Nel corpo malato della democrazia italiana...

Pannella chiarisce, in un'intervista di oggi a il Giornale, il senso di un passaggio della conversazione settimanale di domenica scorsa, male interpretato ieri da Il Foglio, dedicato al caso della pubblicazione di intercettazioni telefoniche sui giornali. Premessa necessaria: in fatto di garantismo, difesa a ogni costo della legalità e dello stato di diritto, i radicali possono essere presi a modello.

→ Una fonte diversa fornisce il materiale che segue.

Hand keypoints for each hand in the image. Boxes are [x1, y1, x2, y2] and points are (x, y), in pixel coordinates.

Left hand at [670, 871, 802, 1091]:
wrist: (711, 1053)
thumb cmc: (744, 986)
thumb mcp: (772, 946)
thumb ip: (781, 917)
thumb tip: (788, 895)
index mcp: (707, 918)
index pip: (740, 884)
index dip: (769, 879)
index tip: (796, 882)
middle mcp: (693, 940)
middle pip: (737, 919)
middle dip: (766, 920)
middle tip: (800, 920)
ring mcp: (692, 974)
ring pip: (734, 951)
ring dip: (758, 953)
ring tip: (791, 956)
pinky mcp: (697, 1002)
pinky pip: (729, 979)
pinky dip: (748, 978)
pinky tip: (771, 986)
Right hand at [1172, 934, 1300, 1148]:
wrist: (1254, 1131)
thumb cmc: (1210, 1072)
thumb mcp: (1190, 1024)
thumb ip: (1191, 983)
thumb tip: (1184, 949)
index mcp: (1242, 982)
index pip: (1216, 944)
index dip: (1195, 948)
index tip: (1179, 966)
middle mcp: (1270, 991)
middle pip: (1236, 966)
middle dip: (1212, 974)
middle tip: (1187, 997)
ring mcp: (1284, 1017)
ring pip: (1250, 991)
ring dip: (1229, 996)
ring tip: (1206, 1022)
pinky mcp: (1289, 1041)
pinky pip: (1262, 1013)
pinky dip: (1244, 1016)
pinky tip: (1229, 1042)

Oggi viviamo in uno Stato in cui «le leggi e le regole sono costantemente violate... che da partitocratico è diventato oligarchico e dove la lotta politica è senza regole fino a coinvolgere le fazioni della magistratura»; in cui «nulla è segreto al livello dei vertici oligarchici, che spesso trattano fra di loro su come comporre i loro conflitti»; in cui «mai un magistrato è stato punito per la violazione del segreto istruttorio, perché - va detto - è il magistrato che consente al giornalista di pubblicare verbali secretati». Ecco, in una situazione come questa, ben vengano le intercettazioni che rivelano al grande pubblico «spezzoni di vita» del potere.

«Nel corpo malato della democrazia italiana, il fatto che queste carte, che altrimenti sarebbero limitate a una stretta oligarchia di cento o duecento persone, vengano conosciute da dieci milioni di italiani lo ritengo sicuramente un anticorpo, qualcosa che toglie potere alle oligarchie. Oggi ci sono delle realtà che ufficialmente sono riservate a quelle cento o duecento tra vestali e chierici che poi si ricattano e si accordano. Allora, da liberale quale sono, ritengo che non sia un male che questo genere di segreti non siano più tali. Premesso che questo è il regime dell'illegalità, in cui nessuna regola è rispettata, nemmeno quelle che riguardano il presidente della Repubblica o i presidenti delle Camere, allora dico: ben venga qualcosa che era destinato solo alle mens avvelenate di pochi eletti e che invece arriva in casa di tutti... Non parlo di garantismo. Dico che così si produce più diritto, più informazione, più conoscenza di se e del proprio tempo. Soprattutto se l'alternativa è che quelle informazioni se le amministrino cinque magistrati, cinque pentiti e cinque giornalisti come è avvenuto con Tortora».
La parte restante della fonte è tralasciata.